В Москве двадцатых годов шутить было не с кем. Шутки Петеньки и одесситов стояли поперек горла. Единственное здоровое в нашей жизни – анекдоты. Они начались с первых дней и не иссякали ни на миг. Анекдот – единственный отклик на общественную жизнь. Кто их сочиняет? Одно время их приписывали Радеку, но мы в его авторство не верили. И действительно – он погиб, а анекдоты не иссякли. Начальство активно боролось с этим незаконным жанром. В самом начале двадцатых годов сослали неосторожного коллекционера, собравшего и пробовавшего классифицировать анекдоты. Он исчез навсегда. За ним последовали другие, пойманные на рассказе очередного анекдота другу, конечно, а не врагу. Несмотря на все меры, анекдота не победили. Этот летучий жанр непобедим. Есть анекдоты столичные, провинциальные, городские, деревенские. Анекдоты быстрее Самиздата облетают всю страну. Я заметила, что в хрущевское время появились анекдоты не только за «нас» (здесь «мы» очень широкое и включает все виды интеллигенции, технократов, школьников и даже самых человечных таксистов), но и против «нас». Мы подметили их еще с Ахматовой. Они маскировались под обычный жанр, но были активно антихрущевские и часто антисемитские. Обслуживают они толпу, стоящую в очереди за пивом, и дружные компании, щелкающие костяшками домино во дворах. Зато «наш» анекдот расширил тематику и неотразим. В самое последнее время в нем сильней, чем когда-либо, пробилась гуманная тема и жесткое разоблачение принципиальных сторонников убийства «ради пользы дела»…

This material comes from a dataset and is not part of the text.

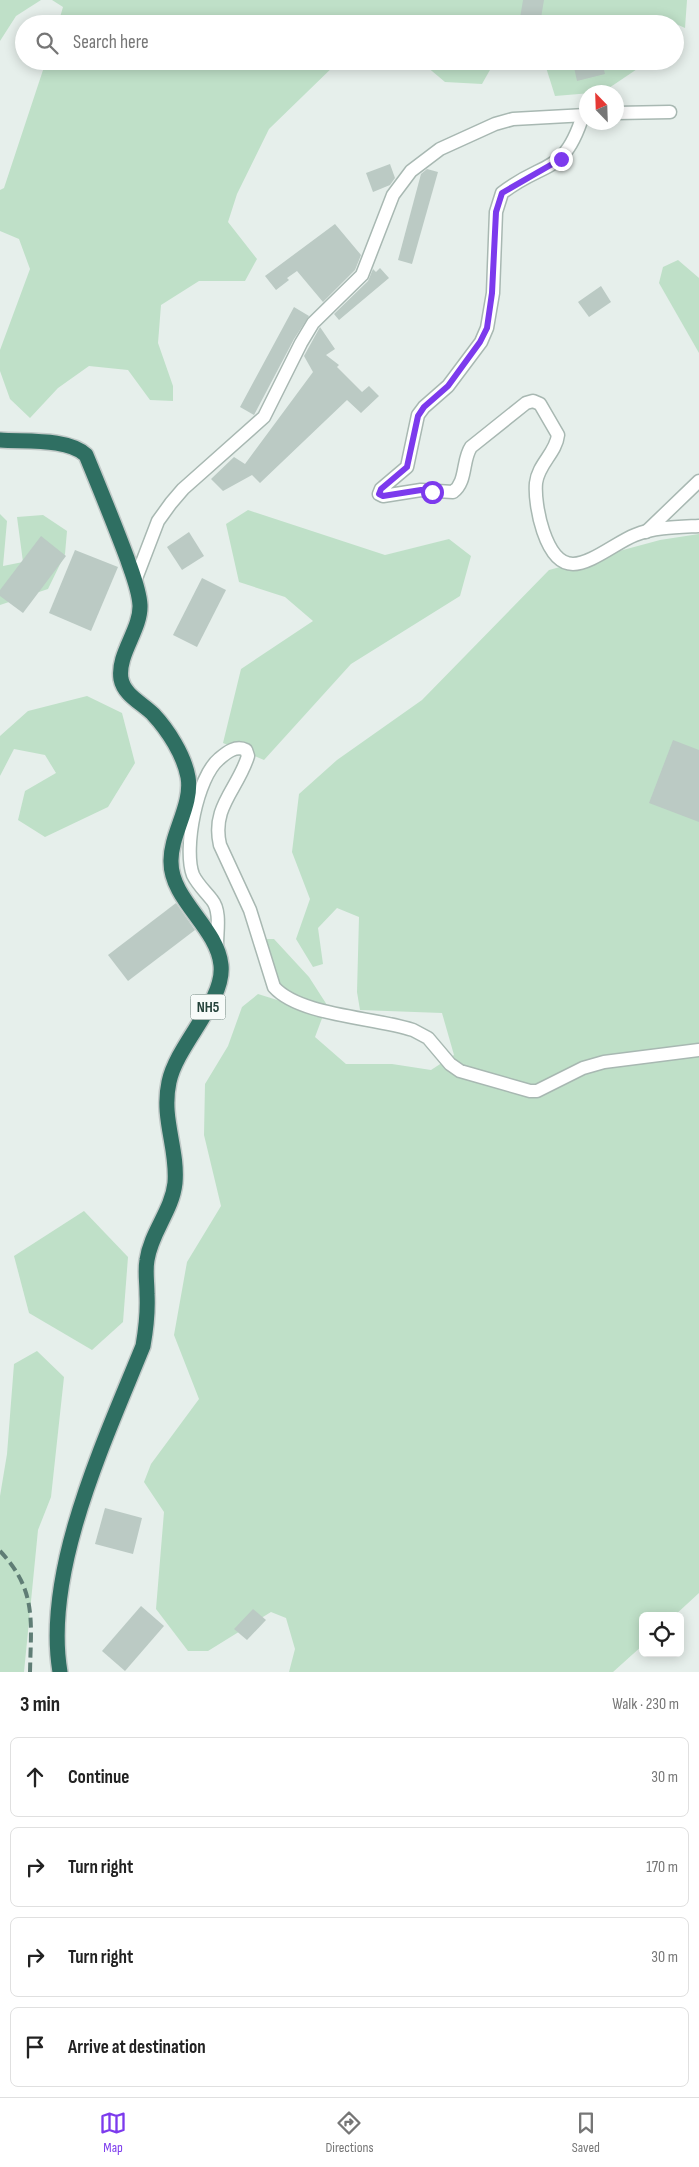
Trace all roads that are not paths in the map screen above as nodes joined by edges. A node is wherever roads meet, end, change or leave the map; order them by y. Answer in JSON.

Кто-то выдумал, что Мандельштам был мастером анекдота. Это неправда: он любил анекдоты, смеялся, недоумевал, откуда они берутся, но его шутка принадлежит к совершенно иному разряду, чем анекдот, – острая сатира кратчайшего размера с фабульным построением. Шутка Мандельштама построена на абсурде. Это домашнее озорство и дразнилка, лишь изредка с политической направленностью, но чаще всего обращенная к друзьям – к Маргулису, ко мне, к Ахматовой. Это стишок-импровизация «на случай» или игра вроде тех, в которые он играл с моим братом, например совместное заявление в Комакадемию о том, что «жизнь прекрасна». В шутке Мандельштама всегда есть элемент «блаженного бессмысленного слова».